[Data records]
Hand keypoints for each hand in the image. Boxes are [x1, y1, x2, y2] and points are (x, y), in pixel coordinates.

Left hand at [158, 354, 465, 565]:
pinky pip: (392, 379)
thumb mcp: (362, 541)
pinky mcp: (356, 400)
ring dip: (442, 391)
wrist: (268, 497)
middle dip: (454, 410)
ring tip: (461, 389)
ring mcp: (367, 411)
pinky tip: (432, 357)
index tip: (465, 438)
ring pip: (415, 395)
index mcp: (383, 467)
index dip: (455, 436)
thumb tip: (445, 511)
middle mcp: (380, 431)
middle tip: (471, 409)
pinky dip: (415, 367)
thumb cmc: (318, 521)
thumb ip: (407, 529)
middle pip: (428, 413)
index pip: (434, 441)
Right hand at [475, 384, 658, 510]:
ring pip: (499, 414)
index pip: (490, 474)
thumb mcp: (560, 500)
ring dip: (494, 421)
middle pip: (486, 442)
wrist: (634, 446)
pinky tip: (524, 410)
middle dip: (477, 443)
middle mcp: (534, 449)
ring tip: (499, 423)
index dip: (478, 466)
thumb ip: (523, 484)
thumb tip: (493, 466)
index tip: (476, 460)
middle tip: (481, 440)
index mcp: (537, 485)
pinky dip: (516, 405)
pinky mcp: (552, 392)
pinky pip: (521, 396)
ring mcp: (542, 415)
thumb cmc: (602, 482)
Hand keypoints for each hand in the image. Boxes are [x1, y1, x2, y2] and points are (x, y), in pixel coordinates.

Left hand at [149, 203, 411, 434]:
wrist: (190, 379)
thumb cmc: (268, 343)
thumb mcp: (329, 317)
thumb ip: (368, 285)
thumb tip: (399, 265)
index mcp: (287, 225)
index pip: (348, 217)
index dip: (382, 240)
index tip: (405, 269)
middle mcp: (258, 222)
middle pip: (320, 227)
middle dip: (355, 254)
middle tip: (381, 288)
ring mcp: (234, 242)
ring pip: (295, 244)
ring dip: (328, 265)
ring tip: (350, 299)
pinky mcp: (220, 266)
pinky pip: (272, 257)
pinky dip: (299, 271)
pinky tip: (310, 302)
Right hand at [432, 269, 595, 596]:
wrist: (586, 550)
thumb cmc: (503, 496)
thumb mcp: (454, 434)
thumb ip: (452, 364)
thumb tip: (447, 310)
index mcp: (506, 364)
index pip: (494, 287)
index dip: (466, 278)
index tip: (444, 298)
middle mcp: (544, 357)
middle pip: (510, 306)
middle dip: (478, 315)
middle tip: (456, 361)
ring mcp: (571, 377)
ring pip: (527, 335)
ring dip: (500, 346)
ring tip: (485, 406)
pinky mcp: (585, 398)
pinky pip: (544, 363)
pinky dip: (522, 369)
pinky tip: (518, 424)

* * *

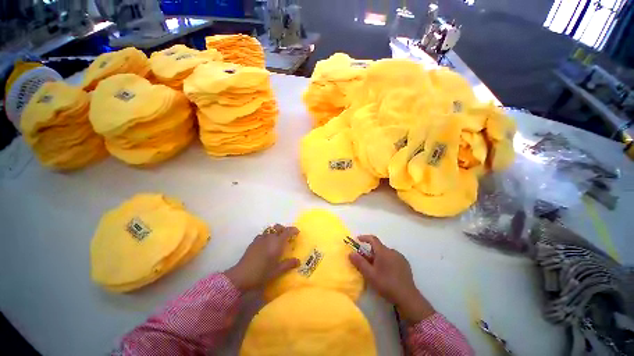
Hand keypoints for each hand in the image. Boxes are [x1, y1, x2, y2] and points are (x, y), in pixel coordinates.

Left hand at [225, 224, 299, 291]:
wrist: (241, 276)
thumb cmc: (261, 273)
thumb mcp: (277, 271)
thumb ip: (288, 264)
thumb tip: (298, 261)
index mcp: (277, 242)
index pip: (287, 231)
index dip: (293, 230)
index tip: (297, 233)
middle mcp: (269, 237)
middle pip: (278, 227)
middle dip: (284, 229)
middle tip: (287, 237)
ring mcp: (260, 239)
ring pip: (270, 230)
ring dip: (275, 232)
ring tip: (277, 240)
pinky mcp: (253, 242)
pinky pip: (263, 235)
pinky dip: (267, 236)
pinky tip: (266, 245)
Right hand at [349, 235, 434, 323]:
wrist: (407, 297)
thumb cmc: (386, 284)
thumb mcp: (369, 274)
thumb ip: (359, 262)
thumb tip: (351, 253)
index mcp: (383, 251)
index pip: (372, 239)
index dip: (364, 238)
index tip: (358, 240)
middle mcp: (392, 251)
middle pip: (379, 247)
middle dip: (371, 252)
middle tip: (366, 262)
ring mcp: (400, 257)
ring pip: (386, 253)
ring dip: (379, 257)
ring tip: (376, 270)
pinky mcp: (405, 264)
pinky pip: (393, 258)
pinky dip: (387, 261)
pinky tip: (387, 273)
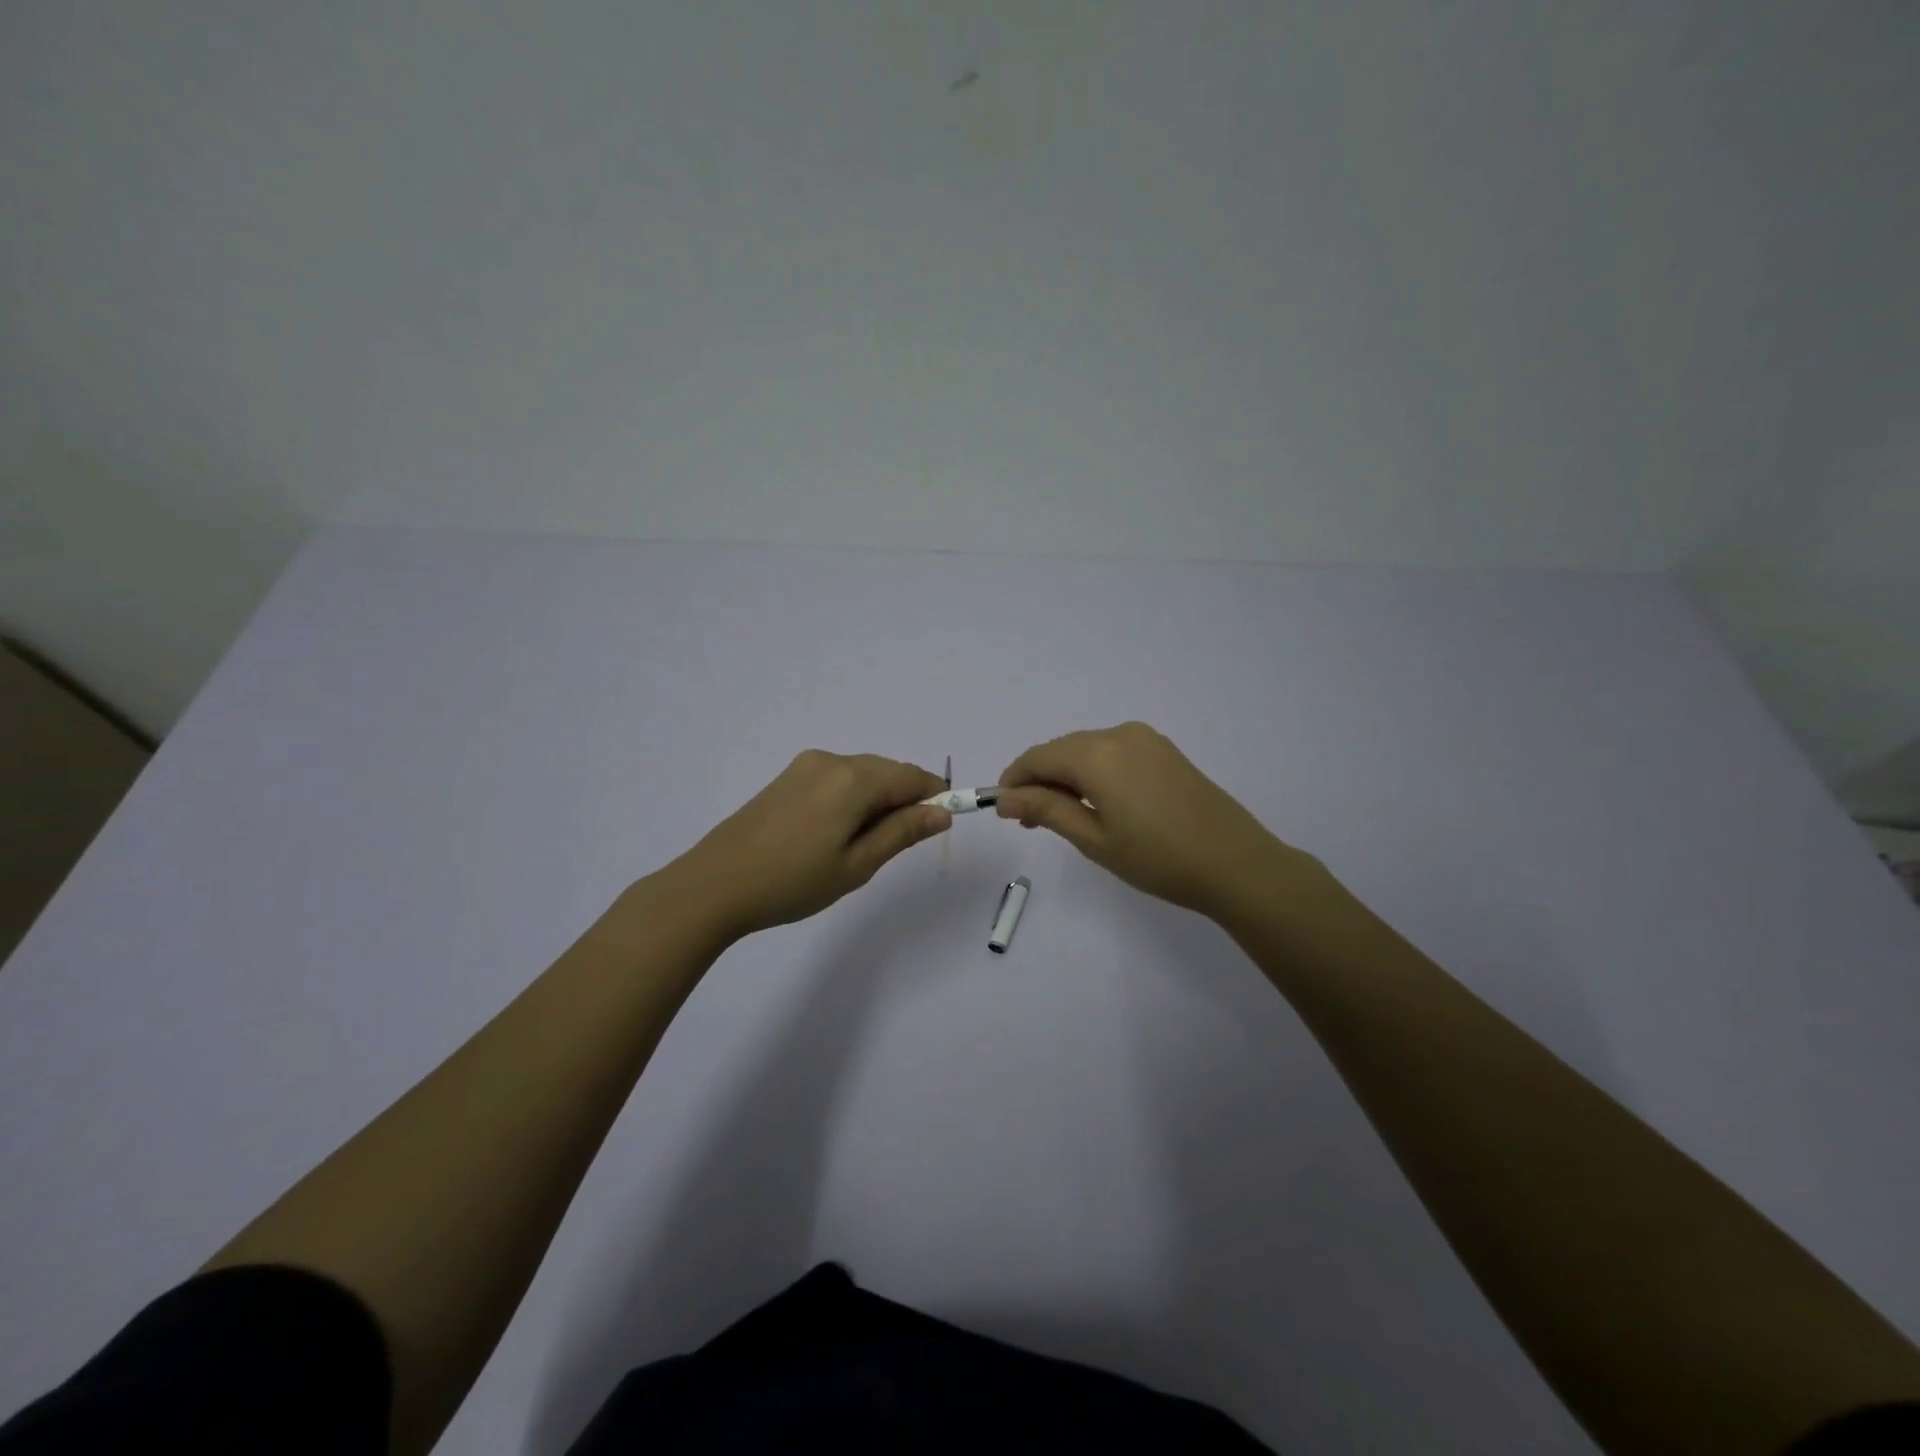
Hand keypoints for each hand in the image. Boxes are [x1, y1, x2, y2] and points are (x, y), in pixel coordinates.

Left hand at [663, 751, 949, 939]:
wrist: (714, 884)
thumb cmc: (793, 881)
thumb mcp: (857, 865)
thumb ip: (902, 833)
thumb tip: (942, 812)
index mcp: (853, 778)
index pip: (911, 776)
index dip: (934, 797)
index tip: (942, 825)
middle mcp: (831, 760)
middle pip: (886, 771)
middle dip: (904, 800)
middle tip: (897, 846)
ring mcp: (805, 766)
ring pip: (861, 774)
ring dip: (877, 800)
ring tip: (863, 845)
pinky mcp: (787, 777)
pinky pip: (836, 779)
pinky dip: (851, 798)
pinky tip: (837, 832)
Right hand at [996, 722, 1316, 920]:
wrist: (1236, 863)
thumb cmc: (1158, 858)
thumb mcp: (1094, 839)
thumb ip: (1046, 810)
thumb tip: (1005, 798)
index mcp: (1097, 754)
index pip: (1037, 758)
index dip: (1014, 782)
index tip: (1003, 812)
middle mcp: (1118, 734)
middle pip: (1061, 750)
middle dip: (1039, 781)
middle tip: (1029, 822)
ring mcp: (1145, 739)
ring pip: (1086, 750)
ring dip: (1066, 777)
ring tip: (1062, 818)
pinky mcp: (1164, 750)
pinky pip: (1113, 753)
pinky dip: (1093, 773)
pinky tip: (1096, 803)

> **YOUR TASK**: Write down exactly the span of lines above from the one containing "thumb ip: (452, 364)" to the one containing "pinky tip: (518, 424)", both ends included.

> **REPLY TO THE EXERCISE**:
thumb ip: (452, 364)
thumb tip: (447, 310)
index mcp: (506, 364)
index pip: (494, 287)
index dip: (466, 278)
index tip: (444, 298)
middle mcp: (544, 357)
middle pip: (510, 306)
middle dip: (478, 315)
middle tip: (456, 361)
ring mcp: (571, 377)
ring pip: (527, 335)
ring dip: (500, 346)
ring tip: (485, 406)
pinky mcp: (585, 398)
pinky pip: (544, 363)
pinky dip: (522, 369)
pinky tip: (518, 424)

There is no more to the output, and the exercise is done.